[[ Exercise data open ]]
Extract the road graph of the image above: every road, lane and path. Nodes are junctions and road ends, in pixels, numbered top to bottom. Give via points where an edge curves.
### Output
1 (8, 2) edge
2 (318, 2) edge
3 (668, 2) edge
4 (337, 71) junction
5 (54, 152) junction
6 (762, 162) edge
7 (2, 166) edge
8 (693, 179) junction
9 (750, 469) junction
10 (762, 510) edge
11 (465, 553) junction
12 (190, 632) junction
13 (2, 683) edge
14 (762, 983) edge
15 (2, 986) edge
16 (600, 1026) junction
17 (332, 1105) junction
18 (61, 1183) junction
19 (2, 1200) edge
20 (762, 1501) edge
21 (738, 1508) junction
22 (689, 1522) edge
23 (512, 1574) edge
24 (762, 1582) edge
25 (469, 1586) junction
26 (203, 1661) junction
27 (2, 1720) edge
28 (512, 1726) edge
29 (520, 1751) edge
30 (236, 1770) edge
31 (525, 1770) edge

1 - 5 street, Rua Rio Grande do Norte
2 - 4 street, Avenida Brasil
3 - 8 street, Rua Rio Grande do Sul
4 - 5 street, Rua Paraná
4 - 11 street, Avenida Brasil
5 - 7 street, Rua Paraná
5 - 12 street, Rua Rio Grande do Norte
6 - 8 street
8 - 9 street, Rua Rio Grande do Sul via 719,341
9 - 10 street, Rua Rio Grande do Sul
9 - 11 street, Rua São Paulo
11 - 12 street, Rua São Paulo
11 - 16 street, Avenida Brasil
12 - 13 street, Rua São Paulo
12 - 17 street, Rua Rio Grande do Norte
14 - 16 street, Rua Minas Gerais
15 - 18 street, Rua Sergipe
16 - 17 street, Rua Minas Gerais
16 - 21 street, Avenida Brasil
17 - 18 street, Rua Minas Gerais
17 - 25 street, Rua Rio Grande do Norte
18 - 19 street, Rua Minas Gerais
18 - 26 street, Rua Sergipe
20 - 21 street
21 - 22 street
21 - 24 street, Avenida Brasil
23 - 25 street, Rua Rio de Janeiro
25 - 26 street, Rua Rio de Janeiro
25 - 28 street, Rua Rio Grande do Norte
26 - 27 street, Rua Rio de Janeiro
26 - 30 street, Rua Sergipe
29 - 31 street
[[ Exercise data closed ]]
■ What the task asks: Set the data above down again in full, exactly as it reads.

■ Worked solution:
Extract the road graph of the image above: every road, lane and path. Nodes are junctions and road ends, in pixels, numbered top to bottom. Give via points where an edge curves.
### Output
1 (8, 2) edge
2 (318, 2) edge
3 (668, 2) edge
4 (337, 71) junction
5 (54, 152) junction
6 (762, 162) edge
7 (2, 166) edge
8 (693, 179) junction
9 (750, 469) junction
10 (762, 510) edge
11 (465, 553) junction
12 (190, 632) junction
13 (2, 683) edge
14 (762, 983) edge
15 (2, 986) edge
16 (600, 1026) junction
17 (332, 1105) junction
18 (61, 1183) junction
19 (2, 1200) edge
20 (762, 1501) edge
21 (738, 1508) junction
22 (689, 1522) edge
23 (512, 1574) edge
24 (762, 1582) edge
25 (469, 1586) junction
26 (203, 1661) junction
27 (2, 1720) edge
28 (512, 1726) edge
29 (520, 1751) edge
30 (236, 1770) edge
31 (525, 1770) edge

1 - 5 street, Rua Rio Grande do Norte
2 - 4 street, Avenida Brasil
3 - 8 street, Rua Rio Grande do Sul
4 - 5 street, Rua Paraná
4 - 11 street, Avenida Brasil
5 - 7 street, Rua Paraná
5 - 12 street, Rua Rio Grande do Norte
6 - 8 street
8 - 9 street, Rua Rio Grande do Sul via 719,341
9 - 10 street, Rua Rio Grande do Sul
9 - 11 street, Rua São Paulo
11 - 12 street, Rua São Paulo
11 - 16 street, Avenida Brasil
12 - 13 street, Rua São Paulo
12 - 17 street, Rua Rio Grande do Norte
14 - 16 street, Rua Minas Gerais
15 - 18 street, Rua Sergipe
16 - 17 street, Rua Minas Gerais
16 - 21 street, Avenida Brasil
17 - 18 street, Rua Minas Gerais
17 - 25 street, Rua Rio Grande do Norte
18 - 19 street, Rua Minas Gerais
18 - 26 street, Rua Sergipe
20 - 21 street
21 - 22 street
21 - 24 street, Avenida Brasil
23 - 25 street, Rua Rio de Janeiro
25 - 26 street, Rua Rio de Janeiro
25 - 28 street, Rua Rio Grande do Norte
26 - 27 street, Rua Rio de Janeiro
26 - 30 street, Rua Sergipe
29 - 31 street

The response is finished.